#### DATA PROVIDED
%%

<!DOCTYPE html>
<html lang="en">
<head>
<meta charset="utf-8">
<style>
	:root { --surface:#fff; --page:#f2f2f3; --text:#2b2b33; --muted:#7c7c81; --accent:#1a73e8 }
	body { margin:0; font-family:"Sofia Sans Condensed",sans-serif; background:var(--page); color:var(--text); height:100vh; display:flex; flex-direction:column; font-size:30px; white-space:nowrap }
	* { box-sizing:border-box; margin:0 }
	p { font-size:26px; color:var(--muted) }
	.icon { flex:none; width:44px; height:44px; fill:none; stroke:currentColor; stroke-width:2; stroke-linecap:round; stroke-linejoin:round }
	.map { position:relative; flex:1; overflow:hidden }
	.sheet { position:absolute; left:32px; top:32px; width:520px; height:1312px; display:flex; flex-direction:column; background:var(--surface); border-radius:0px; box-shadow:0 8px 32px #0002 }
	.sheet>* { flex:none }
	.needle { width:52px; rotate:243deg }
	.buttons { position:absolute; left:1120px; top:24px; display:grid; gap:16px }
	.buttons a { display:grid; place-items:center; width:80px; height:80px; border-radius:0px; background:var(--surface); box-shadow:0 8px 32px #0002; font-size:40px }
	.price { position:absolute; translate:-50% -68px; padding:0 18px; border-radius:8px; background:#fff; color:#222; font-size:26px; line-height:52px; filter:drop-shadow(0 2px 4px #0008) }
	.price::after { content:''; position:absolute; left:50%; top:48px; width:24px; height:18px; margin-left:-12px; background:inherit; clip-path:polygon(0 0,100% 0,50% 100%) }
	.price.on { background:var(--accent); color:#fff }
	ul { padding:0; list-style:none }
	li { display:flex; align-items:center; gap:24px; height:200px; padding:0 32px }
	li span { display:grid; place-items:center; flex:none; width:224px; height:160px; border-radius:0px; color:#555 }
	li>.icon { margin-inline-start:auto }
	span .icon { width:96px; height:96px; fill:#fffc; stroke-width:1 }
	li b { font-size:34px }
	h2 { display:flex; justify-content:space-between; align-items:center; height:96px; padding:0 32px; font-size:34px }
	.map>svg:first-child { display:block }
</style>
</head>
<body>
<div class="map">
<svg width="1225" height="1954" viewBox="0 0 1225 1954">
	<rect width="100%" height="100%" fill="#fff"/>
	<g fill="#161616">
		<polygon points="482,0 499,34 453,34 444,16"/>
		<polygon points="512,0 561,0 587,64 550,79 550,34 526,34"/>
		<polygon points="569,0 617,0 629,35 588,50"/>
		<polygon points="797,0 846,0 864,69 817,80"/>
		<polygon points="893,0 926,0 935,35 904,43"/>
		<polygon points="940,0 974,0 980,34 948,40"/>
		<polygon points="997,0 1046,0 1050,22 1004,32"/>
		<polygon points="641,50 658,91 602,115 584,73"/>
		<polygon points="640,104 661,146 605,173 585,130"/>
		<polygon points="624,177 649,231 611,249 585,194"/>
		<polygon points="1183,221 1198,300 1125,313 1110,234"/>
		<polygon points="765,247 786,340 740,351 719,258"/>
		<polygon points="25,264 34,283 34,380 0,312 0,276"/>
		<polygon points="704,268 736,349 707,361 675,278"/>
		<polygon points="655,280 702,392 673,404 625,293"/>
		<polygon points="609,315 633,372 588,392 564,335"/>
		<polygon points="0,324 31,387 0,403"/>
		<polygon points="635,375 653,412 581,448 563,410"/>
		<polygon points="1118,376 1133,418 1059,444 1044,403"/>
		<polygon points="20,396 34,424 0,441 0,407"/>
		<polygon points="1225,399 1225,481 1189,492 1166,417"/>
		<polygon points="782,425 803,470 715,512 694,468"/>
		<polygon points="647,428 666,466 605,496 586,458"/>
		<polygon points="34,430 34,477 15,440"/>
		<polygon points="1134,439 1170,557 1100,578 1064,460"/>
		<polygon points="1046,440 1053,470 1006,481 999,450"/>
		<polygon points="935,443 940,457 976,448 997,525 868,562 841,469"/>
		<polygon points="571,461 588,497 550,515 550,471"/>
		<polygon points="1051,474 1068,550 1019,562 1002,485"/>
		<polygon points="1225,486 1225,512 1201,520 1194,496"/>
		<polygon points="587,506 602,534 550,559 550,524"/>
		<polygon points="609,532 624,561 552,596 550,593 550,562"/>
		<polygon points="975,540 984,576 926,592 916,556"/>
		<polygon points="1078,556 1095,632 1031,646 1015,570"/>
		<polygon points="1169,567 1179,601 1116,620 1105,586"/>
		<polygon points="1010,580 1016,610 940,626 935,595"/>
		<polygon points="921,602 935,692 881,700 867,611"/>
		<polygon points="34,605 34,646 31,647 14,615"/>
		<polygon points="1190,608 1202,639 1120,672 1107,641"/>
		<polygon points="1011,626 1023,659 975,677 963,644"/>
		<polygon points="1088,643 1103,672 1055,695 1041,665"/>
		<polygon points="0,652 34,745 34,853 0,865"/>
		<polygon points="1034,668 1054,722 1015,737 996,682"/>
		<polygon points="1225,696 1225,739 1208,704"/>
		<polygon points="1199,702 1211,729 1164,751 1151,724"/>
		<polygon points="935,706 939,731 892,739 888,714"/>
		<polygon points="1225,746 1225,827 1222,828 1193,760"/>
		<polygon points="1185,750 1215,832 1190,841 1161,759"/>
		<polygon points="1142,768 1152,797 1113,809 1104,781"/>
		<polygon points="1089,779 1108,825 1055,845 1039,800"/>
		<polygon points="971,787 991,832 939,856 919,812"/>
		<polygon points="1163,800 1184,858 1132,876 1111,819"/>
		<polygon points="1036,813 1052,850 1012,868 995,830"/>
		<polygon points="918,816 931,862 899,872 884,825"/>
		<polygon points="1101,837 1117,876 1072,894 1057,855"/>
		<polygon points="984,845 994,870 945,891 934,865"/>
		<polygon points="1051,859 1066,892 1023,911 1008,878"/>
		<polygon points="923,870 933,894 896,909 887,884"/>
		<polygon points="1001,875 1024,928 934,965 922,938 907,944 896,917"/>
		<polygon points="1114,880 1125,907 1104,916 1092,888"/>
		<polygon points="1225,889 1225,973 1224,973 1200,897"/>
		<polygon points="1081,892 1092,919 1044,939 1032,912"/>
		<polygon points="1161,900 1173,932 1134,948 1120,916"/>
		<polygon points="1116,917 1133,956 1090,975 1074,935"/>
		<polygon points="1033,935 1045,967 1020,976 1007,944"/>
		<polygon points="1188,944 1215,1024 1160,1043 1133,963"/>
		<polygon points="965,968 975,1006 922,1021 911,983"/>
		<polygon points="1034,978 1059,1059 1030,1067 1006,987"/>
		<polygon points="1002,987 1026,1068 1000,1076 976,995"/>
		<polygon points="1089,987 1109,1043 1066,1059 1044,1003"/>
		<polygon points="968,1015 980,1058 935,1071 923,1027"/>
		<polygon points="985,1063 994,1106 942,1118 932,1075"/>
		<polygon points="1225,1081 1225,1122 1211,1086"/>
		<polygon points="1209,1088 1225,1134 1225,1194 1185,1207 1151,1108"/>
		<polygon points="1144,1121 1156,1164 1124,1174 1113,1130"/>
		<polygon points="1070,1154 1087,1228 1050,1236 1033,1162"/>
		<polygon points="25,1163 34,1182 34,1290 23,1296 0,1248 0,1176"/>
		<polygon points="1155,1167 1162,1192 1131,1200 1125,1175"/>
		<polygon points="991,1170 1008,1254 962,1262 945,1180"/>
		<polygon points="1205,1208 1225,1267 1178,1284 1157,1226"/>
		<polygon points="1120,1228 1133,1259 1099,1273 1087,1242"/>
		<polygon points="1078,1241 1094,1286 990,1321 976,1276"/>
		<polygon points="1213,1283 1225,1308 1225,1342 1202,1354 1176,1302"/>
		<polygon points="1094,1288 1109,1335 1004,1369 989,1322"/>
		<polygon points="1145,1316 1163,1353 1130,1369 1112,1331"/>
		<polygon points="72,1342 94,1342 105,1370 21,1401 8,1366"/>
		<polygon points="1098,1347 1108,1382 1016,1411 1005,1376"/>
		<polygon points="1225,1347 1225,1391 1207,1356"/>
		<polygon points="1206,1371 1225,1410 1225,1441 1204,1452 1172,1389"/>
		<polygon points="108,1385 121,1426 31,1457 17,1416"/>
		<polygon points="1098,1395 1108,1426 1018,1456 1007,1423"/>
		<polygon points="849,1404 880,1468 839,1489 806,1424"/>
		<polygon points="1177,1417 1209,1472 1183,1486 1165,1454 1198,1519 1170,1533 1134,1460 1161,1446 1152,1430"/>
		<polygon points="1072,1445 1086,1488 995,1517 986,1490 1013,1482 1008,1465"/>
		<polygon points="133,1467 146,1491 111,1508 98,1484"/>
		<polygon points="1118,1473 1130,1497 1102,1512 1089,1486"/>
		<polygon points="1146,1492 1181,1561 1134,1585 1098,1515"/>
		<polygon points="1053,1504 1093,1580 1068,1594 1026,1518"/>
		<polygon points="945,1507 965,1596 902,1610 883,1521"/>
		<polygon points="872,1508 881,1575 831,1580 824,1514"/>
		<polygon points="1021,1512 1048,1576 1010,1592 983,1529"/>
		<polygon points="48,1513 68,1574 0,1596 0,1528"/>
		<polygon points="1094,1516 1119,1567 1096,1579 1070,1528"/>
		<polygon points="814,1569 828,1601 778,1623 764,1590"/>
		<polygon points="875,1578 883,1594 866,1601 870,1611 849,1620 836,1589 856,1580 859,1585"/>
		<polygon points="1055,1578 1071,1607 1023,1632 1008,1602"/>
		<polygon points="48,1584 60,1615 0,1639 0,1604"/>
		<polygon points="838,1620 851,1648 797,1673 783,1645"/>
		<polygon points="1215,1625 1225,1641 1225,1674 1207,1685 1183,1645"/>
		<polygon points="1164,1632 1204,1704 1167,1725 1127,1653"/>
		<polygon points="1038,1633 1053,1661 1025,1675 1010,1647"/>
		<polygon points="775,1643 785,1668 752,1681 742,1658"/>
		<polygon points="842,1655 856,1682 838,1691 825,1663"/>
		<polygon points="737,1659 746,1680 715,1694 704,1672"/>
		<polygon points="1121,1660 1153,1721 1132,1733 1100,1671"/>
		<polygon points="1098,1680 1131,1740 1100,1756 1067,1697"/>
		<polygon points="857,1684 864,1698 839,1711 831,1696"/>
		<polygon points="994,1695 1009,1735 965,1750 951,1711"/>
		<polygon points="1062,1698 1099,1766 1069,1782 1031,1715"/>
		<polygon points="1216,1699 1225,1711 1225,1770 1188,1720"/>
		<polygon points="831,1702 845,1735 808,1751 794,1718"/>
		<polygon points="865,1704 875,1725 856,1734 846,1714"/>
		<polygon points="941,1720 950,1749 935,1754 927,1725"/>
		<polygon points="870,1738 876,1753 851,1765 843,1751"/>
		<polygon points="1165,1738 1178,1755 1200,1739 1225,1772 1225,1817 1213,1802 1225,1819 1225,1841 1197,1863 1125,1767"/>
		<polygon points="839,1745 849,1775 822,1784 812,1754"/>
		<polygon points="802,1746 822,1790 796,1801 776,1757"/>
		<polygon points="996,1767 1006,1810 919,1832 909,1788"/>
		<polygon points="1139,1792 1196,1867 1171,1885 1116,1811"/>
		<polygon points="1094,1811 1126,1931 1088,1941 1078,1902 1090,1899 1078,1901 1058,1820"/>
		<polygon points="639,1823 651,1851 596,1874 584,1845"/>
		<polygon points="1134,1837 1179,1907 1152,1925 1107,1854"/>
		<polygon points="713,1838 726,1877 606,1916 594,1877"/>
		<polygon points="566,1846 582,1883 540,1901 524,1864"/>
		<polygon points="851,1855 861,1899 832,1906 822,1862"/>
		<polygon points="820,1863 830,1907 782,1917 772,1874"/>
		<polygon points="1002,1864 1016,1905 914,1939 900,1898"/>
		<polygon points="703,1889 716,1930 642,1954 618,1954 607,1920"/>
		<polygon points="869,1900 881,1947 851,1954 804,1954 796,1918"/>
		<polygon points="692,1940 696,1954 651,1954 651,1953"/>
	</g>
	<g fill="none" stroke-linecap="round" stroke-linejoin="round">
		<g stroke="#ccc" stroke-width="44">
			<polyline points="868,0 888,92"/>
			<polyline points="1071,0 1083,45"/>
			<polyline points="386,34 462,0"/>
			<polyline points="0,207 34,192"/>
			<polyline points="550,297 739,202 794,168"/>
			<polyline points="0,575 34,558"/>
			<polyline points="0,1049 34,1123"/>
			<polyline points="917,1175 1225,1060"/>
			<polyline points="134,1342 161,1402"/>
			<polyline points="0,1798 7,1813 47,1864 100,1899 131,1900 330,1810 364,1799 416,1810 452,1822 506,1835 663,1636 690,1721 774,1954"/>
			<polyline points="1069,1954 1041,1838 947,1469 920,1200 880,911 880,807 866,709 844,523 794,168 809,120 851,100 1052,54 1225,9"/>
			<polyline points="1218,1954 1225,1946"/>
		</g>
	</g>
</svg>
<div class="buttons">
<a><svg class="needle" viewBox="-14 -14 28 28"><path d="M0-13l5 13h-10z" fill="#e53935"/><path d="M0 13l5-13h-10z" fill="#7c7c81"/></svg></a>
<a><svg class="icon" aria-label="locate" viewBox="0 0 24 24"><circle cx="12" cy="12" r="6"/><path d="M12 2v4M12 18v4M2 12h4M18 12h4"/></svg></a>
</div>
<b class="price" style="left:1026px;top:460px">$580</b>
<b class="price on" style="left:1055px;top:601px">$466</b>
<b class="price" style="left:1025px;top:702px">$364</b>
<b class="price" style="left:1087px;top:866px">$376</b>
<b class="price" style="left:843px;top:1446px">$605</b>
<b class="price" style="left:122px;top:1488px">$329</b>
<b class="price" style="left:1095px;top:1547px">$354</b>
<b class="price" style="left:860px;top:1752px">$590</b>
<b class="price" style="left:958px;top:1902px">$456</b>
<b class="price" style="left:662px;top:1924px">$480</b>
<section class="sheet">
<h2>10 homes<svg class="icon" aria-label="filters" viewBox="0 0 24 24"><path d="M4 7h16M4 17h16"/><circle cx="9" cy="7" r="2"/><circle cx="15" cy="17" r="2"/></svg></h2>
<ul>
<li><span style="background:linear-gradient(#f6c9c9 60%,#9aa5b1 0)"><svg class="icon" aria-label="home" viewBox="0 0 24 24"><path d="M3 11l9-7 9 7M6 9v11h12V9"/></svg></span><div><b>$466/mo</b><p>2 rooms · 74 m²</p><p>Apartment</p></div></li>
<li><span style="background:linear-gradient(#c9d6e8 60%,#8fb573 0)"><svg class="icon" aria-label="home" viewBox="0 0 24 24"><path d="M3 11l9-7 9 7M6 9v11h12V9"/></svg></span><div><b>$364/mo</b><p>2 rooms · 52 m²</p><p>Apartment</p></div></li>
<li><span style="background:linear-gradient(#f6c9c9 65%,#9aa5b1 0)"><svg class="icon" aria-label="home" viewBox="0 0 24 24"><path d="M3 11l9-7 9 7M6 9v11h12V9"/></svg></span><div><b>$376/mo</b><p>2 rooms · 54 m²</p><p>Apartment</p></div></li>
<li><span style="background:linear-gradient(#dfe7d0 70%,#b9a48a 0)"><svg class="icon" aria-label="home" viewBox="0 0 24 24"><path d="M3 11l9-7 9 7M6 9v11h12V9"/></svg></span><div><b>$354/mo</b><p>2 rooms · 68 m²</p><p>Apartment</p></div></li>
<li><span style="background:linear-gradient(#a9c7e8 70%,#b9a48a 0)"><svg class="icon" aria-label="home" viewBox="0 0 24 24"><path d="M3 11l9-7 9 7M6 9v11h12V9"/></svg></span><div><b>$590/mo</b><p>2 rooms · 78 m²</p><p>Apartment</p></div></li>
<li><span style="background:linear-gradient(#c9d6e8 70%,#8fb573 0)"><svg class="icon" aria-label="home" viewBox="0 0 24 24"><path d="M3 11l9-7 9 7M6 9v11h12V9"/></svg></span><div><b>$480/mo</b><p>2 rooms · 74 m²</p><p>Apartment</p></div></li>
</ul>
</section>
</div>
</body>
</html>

%%

Retype, exactly and with nothing added, the lines of the material above from the first through the one that contains "position:absolute; left:32px; top:32px;".

#### THE COMPLETED TASK
<!DOCTYPE html>
<html lang="en">
<head>
<meta charset="utf-8">
<style>
	:root { --surface:#fff; --page:#f2f2f3; --text:#2b2b33; --muted:#7c7c81; --accent:#1a73e8 }
	body { margin:0; font-family:"Sofia Sans Condensed",sans-serif; background:var(--page); color:var(--text); height:100vh; display:flex; flex-direction:column; font-size:30px; white-space:nowrap }
	* { box-sizing:border-box; margin:0 }
	p { font-size:26px; color:var(--muted) }
	.icon { flex:none; width:44px; height:44px; fill:none; stroke:currentColor; stroke-width:2; stroke-linecap:round; stroke-linejoin:round }
	.map { position:relative; flex:1; overflow:hidden }
	.sheet { position:absolute; left:32px; top:32px; width:520px; height:1312px; display:flex; flex-direction:column; background:var(--surface); border-radius:0px; box-shadow:0 8px 32px #0002 }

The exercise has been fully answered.